What you are asked to do: In the entries that follow, the lines from the one with "40, 828, font1);" through the one with "758, 435, font6);" are the ones to write out, exactly and with both ends included. Nothing else should appear.

_ _ _ _

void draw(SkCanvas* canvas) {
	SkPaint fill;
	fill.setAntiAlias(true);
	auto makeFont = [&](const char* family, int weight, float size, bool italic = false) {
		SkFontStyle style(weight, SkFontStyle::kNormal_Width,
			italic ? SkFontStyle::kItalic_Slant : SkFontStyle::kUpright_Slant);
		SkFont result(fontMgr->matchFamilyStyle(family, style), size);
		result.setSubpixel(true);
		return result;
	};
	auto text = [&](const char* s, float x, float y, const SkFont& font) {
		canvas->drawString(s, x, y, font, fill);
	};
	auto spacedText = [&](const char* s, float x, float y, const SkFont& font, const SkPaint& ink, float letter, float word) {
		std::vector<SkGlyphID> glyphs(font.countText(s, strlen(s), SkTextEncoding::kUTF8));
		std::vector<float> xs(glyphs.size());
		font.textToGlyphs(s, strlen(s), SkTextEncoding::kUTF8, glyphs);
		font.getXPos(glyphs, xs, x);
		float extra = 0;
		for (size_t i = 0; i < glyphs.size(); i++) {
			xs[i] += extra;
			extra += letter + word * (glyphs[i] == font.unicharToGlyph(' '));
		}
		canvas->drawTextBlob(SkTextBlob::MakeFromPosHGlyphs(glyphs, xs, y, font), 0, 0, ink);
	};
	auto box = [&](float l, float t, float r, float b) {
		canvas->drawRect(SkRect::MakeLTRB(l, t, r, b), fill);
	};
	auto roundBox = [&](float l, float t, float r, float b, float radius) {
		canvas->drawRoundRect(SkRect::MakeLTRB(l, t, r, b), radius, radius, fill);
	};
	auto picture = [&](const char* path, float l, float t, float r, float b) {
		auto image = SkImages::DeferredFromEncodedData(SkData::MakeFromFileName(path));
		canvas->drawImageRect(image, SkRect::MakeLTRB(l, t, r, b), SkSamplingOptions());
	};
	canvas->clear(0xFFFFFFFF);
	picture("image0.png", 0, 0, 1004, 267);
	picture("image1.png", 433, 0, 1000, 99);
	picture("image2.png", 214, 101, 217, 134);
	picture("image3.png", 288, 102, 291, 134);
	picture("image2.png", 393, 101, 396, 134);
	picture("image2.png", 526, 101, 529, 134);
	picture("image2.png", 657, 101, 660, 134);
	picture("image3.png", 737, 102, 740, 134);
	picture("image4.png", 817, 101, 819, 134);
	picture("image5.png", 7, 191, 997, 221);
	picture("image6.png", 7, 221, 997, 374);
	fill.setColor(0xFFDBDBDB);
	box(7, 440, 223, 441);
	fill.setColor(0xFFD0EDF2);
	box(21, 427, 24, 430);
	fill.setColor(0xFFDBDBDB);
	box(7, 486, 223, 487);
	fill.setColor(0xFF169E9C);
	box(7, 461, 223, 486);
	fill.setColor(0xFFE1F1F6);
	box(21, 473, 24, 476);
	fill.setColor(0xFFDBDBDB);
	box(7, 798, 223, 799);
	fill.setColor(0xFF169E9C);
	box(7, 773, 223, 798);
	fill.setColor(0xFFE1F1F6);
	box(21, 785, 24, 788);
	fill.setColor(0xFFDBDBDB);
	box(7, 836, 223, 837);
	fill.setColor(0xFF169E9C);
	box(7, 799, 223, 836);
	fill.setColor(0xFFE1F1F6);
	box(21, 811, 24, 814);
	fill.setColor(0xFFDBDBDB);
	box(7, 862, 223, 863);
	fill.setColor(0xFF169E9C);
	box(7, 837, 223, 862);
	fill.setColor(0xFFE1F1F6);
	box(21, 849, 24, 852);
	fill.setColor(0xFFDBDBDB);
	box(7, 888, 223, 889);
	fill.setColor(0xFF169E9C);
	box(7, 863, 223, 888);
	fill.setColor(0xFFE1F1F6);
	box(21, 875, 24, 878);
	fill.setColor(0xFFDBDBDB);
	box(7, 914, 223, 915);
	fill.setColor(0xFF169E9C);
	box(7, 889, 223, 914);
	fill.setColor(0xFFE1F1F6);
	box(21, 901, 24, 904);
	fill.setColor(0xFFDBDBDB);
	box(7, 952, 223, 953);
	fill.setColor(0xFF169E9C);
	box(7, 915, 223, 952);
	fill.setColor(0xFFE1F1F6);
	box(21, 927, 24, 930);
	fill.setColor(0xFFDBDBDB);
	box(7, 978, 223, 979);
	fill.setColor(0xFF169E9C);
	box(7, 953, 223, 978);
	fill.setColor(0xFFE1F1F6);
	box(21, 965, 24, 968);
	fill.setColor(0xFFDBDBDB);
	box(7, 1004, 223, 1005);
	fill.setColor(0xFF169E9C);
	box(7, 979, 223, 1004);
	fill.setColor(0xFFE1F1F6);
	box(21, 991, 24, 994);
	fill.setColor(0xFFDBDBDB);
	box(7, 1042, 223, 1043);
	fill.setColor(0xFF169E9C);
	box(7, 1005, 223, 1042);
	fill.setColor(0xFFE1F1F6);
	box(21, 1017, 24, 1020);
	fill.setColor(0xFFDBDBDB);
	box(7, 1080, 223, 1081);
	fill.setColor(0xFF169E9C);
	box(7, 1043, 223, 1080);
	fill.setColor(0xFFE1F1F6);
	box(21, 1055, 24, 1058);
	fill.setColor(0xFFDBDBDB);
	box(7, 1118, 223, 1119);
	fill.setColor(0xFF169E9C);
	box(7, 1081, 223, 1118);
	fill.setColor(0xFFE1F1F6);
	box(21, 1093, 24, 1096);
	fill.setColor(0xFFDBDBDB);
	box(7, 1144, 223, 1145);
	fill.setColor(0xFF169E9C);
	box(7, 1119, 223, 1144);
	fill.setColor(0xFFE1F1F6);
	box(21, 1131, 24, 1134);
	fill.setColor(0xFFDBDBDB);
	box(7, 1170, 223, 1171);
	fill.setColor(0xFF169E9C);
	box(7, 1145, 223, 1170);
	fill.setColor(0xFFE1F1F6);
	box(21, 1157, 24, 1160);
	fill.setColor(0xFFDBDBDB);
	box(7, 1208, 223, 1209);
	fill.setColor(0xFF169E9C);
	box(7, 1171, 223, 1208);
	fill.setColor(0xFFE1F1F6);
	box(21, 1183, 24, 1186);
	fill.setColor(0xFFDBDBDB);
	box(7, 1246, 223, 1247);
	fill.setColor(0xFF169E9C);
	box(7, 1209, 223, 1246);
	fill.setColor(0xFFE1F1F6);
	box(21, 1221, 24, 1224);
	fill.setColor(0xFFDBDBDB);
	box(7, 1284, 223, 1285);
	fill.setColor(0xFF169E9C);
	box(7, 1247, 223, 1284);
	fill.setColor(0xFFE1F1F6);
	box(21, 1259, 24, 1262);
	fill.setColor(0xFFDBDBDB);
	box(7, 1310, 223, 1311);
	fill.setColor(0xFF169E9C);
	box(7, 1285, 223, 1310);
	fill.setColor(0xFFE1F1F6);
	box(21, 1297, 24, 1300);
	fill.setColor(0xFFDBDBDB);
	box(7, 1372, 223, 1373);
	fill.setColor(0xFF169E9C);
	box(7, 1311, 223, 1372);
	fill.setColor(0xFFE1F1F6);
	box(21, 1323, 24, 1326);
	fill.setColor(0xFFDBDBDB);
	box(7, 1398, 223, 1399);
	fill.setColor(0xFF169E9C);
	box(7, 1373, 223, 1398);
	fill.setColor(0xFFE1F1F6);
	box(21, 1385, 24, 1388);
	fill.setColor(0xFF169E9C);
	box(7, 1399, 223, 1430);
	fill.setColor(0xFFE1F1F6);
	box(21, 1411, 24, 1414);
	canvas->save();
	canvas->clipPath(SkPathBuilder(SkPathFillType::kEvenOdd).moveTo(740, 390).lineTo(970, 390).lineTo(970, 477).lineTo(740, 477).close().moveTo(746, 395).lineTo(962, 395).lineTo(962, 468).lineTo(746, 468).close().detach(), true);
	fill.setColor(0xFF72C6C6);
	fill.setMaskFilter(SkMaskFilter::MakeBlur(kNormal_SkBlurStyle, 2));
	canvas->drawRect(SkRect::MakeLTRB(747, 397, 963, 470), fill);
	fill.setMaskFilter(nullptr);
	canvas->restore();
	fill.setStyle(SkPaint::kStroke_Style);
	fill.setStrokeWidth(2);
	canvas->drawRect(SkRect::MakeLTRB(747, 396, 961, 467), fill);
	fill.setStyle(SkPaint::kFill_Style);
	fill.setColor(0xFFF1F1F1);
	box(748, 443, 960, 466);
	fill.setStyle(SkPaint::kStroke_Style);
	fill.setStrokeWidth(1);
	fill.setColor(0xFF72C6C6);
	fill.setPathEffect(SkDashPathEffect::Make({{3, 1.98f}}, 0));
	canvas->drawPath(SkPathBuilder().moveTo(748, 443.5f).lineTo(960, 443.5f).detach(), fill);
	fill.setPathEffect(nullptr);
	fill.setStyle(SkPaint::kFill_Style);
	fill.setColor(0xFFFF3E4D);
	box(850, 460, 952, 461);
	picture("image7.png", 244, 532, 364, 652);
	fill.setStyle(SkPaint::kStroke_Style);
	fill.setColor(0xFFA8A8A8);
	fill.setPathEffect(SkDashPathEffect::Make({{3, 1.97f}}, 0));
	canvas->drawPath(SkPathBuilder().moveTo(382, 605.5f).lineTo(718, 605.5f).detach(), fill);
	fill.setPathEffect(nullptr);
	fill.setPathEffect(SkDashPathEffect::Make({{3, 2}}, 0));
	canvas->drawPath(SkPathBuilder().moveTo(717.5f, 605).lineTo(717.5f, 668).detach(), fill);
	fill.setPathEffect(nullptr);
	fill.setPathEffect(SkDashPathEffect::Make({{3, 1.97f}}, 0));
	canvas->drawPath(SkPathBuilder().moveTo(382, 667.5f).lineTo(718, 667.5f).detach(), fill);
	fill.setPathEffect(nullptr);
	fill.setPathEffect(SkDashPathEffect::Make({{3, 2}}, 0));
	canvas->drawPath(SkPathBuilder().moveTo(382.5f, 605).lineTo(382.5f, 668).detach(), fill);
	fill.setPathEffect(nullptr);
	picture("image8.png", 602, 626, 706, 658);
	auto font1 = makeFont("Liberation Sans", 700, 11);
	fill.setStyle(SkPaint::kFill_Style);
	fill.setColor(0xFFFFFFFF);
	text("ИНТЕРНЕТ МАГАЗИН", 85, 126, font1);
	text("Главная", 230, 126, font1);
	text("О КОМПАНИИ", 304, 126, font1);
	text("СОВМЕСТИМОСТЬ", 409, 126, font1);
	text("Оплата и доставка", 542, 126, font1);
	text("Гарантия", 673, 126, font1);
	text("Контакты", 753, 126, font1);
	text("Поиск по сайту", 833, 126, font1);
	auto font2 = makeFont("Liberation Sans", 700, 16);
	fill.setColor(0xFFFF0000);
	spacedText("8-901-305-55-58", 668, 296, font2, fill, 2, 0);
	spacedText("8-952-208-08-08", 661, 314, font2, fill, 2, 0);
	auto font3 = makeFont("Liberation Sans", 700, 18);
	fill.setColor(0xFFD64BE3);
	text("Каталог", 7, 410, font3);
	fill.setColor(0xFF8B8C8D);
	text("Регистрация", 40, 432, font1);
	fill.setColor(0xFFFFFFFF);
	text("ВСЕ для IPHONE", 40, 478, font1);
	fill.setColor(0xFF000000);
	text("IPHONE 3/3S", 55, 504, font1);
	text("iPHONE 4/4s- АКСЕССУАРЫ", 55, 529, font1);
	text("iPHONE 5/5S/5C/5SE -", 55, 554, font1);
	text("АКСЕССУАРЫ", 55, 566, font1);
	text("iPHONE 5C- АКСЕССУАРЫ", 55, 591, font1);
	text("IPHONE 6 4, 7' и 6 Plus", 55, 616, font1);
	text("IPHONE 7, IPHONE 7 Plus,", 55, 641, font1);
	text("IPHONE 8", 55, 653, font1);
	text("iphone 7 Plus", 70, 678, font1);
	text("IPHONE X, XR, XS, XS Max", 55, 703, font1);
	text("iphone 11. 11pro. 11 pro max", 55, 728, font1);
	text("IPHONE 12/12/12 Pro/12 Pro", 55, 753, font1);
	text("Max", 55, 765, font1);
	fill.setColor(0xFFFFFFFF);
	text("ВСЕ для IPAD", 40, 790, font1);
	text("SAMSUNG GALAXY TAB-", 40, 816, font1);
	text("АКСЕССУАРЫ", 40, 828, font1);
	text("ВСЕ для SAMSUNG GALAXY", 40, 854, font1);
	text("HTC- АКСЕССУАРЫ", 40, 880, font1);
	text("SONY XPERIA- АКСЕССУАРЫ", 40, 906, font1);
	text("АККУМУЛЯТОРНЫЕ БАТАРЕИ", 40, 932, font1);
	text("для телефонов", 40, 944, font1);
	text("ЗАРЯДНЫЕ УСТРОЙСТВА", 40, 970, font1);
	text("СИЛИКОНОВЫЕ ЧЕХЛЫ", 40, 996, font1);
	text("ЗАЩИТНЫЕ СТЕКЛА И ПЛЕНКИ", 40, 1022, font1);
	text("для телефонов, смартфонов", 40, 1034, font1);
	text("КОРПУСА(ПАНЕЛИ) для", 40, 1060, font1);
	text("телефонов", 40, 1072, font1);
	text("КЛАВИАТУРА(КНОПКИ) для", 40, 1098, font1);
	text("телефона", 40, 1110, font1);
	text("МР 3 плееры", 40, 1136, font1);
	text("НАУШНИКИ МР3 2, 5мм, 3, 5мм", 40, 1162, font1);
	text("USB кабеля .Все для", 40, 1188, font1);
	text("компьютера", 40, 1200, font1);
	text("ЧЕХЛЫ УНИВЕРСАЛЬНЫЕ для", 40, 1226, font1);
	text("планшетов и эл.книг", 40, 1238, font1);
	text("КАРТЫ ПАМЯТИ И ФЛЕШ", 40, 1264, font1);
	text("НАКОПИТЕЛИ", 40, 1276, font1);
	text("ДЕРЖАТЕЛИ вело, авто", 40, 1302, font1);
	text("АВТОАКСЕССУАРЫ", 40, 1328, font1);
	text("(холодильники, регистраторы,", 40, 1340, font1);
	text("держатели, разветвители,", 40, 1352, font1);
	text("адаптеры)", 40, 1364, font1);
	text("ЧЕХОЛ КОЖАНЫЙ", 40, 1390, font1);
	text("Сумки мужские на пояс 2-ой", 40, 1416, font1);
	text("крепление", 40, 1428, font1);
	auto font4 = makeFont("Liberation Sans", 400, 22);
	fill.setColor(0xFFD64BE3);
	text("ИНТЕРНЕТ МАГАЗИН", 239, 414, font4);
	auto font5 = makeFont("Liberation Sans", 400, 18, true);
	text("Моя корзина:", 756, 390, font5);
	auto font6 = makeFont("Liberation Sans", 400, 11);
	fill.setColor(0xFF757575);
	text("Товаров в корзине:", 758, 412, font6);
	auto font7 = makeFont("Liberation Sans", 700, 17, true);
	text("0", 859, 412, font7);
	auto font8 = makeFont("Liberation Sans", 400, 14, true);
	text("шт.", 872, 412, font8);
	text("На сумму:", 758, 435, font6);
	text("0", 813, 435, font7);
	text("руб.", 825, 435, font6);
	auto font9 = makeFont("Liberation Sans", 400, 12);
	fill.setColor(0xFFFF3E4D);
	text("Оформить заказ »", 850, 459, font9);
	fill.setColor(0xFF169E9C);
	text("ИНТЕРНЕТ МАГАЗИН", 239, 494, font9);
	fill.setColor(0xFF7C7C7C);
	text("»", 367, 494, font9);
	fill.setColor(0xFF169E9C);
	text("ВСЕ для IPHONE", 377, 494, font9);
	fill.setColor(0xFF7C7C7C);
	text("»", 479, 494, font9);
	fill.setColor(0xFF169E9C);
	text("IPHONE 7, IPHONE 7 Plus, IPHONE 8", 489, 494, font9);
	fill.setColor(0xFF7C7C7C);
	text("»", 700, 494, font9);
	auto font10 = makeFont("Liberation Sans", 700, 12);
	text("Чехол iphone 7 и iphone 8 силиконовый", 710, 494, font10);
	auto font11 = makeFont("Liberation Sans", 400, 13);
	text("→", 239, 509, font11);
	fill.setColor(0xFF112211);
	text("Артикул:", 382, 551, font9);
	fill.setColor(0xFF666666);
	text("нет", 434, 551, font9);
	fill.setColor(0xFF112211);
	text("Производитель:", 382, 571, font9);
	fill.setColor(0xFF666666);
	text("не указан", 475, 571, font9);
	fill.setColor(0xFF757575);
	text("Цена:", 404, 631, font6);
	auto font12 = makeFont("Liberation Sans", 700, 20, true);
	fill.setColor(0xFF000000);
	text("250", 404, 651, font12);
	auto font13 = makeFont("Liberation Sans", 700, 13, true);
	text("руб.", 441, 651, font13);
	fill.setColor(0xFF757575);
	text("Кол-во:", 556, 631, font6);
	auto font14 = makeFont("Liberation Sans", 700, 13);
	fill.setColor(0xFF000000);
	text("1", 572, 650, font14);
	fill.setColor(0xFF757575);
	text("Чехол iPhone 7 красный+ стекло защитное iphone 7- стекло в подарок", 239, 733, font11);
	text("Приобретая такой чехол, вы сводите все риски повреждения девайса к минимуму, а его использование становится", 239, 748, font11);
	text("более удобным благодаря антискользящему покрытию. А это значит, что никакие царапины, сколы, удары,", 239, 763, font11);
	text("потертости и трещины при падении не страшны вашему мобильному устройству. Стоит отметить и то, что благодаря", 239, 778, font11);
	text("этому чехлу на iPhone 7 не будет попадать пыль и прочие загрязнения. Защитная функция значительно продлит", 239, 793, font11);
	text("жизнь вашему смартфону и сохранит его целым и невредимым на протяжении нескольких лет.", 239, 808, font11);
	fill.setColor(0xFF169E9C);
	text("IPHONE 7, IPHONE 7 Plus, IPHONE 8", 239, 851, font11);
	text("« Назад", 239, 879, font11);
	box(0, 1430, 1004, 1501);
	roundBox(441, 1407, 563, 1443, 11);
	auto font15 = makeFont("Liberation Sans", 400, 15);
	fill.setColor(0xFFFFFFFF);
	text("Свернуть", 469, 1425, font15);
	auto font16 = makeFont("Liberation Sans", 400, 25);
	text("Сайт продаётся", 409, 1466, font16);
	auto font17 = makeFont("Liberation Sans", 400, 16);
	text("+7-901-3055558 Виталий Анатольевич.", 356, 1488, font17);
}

_ _ _ _

Worked solution:
	text("АКСЕССУАРЫ", 40, 828, font1);
	text("ВСЕ для SAMSUNG GALAXY", 40, 854, font1);
	text("HTC- АКСЕССУАРЫ", 40, 880, font1);
	text("SONY XPERIA- АКСЕССУАРЫ", 40, 906, font1);
	text("АККУМУЛЯТОРНЫЕ БАТАРЕИ", 40, 932, font1);
	text("для телефонов", 40, 944, font1);
	text("ЗАРЯДНЫЕ УСТРОЙСТВА", 40, 970, font1);
	text("СИЛИКОНОВЫЕ ЧЕХЛЫ", 40, 996, font1);
	text("ЗАЩИТНЫЕ СТЕКЛА И ПЛЕНКИ", 40, 1022, font1);
	text("для телефонов, смартфонов", 40, 1034, font1);
	text("КОРПУСА(ПАНЕЛИ) для", 40, 1060, font1);
	text("телефонов", 40, 1072, font1);
	text("КЛАВИАТУРА(КНОПКИ) для", 40, 1098, font1);
	text("телефона", 40, 1110, font1);
	text("МР 3 плееры", 40, 1136, font1);
	text("НАУШНИКИ МР3 2, 5мм, 3, 5мм", 40, 1162, font1);
	text("USB кабеля .Все для", 40, 1188, font1);
	text("компьютера", 40, 1200, font1);
	text("ЧЕХЛЫ УНИВЕРСАЛЬНЫЕ для", 40, 1226, font1);
	text("планшетов и эл.книг", 40, 1238, font1);
	text("КАРТЫ ПАМЯТИ И ФЛЕШ", 40, 1264, font1);
	text("НАКОПИТЕЛИ", 40, 1276, font1);
	text("ДЕРЖАТЕЛИ вело, авто", 40, 1302, font1);
	text("АВТОАКСЕССУАРЫ", 40, 1328, font1);
	text("(холодильники, регистраторы,", 40, 1340, font1);
	text("держатели, разветвители,", 40, 1352, font1);
	text("адаптеры)", 40, 1364, font1);
	text("ЧЕХОЛ КОЖАНЫЙ", 40, 1390, font1);
	text("Сумки мужские на пояс 2-ой", 40, 1416, font1);
	text("крепление", 40, 1428, font1);
	auto font4 = makeFont("Liberation Sans", 400, 22);
	fill.setColor(0xFFD64BE3);
	text("ИНТЕРНЕТ МАГАЗИН", 239, 414, font4);
	auto font5 = makeFont("Liberation Sans", 400, 18, true);
	text("Моя корзина:", 756, 390, font5);
	auto font6 = makeFont("Liberation Sans", 400, 11);
	fill.setColor(0xFF757575);
	text("Товаров в корзине:", 758, 412, font6);
	auto font7 = makeFont("Liberation Sans", 700, 17, true);
	text("0", 859, 412, font7);
	auto font8 = makeFont("Liberation Sans", 400, 14, true);
	text("шт.", 872, 412, font8);
	text("На сумму:", 758, 435, font6);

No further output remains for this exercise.